(WHAT IS BEING ASKED)
Return, exactly and in full, the lines of the records below starting at the one with "ring tip: (229, 193)" and ending at the one with "middle mcp: (451, 177)", and no other lines.

[INFORMATION GIVEN — start]

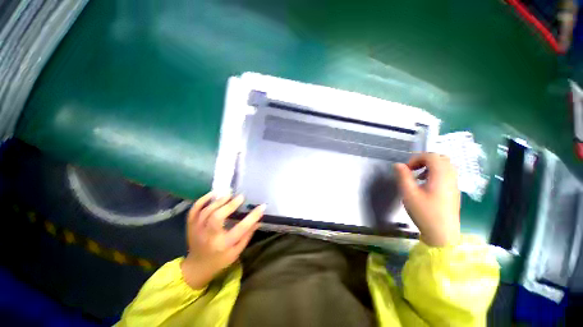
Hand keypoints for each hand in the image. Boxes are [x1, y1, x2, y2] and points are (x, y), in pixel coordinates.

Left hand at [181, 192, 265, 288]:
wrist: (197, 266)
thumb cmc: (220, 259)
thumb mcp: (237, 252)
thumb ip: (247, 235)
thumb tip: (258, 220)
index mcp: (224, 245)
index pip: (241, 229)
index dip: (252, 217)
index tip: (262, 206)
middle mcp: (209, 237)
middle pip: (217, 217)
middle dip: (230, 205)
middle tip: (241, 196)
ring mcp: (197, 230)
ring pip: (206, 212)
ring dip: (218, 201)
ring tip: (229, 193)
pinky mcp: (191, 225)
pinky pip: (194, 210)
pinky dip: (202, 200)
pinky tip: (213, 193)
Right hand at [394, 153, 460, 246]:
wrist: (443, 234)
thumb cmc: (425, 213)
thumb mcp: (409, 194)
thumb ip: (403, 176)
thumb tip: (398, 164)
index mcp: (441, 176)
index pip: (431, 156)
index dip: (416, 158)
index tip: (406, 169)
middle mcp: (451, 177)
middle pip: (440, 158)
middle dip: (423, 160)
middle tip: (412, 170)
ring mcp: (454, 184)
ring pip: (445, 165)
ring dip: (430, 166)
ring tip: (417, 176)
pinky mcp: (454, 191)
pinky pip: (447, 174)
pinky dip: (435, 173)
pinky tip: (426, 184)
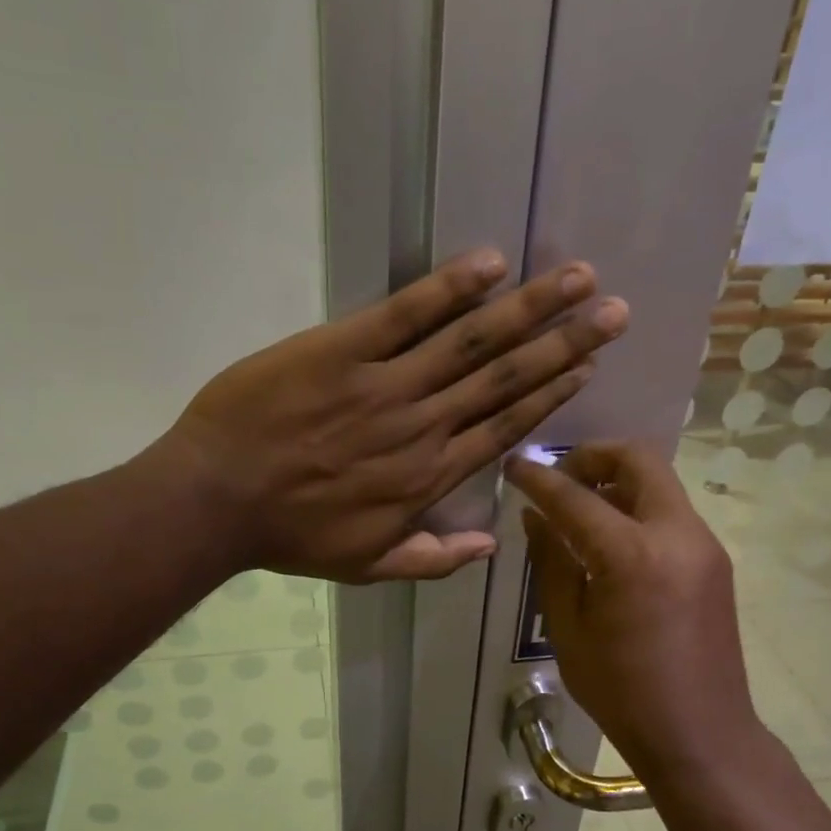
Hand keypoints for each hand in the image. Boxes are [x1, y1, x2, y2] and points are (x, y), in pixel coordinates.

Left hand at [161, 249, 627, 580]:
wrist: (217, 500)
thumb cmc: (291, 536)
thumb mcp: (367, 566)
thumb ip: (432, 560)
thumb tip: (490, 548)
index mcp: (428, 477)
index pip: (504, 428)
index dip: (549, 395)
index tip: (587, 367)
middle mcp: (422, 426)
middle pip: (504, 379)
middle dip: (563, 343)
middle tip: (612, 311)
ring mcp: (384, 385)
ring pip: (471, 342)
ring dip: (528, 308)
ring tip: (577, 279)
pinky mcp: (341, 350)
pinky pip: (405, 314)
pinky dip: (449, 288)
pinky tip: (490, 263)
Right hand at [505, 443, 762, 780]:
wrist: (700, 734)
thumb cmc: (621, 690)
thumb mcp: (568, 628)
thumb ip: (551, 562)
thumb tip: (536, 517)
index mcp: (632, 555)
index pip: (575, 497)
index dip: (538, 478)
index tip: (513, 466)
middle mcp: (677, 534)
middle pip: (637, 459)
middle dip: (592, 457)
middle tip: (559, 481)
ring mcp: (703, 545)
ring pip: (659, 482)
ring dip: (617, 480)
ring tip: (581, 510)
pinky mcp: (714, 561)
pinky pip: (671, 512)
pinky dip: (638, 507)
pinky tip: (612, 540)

[INFORMATION GIVEN — finish]
[INFORMATION GIVEN — start]

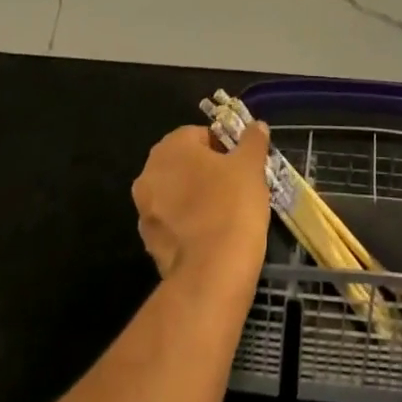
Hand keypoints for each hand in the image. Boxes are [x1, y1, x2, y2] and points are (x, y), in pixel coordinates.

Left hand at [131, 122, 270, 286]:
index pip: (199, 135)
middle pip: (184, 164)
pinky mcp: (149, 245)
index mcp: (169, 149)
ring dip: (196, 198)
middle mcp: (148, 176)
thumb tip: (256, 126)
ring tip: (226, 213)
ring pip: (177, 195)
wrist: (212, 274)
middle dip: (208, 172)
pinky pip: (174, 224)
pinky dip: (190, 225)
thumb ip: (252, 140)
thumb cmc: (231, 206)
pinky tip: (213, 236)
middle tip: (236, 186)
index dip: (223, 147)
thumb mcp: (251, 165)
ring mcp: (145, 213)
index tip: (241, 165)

[INFORMATION GIVEN — finish]
[INFORMATION GIVEN — start]

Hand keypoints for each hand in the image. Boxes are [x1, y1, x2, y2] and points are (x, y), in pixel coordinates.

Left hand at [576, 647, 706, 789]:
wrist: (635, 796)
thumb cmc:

[INFORMATION GIVEN — finish]

(SOLUTION)
ring tip: (229, 193)
pinky mcp: (191, 225)
pinky pip: (194, 210)
pinky dip: (202, 200)
pinky tip: (213, 193)
Right hand at [394, 153, 460, 246]:
wrist: (443, 234)
thumb cmc: (425, 213)
thumb mcp: (409, 194)
thumb ip: (403, 176)
thumb tip: (398, 164)
index mcp: (441, 176)
index pip: (431, 156)
index dip: (416, 158)
index tip: (406, 169)
middle mcp: (451, 177)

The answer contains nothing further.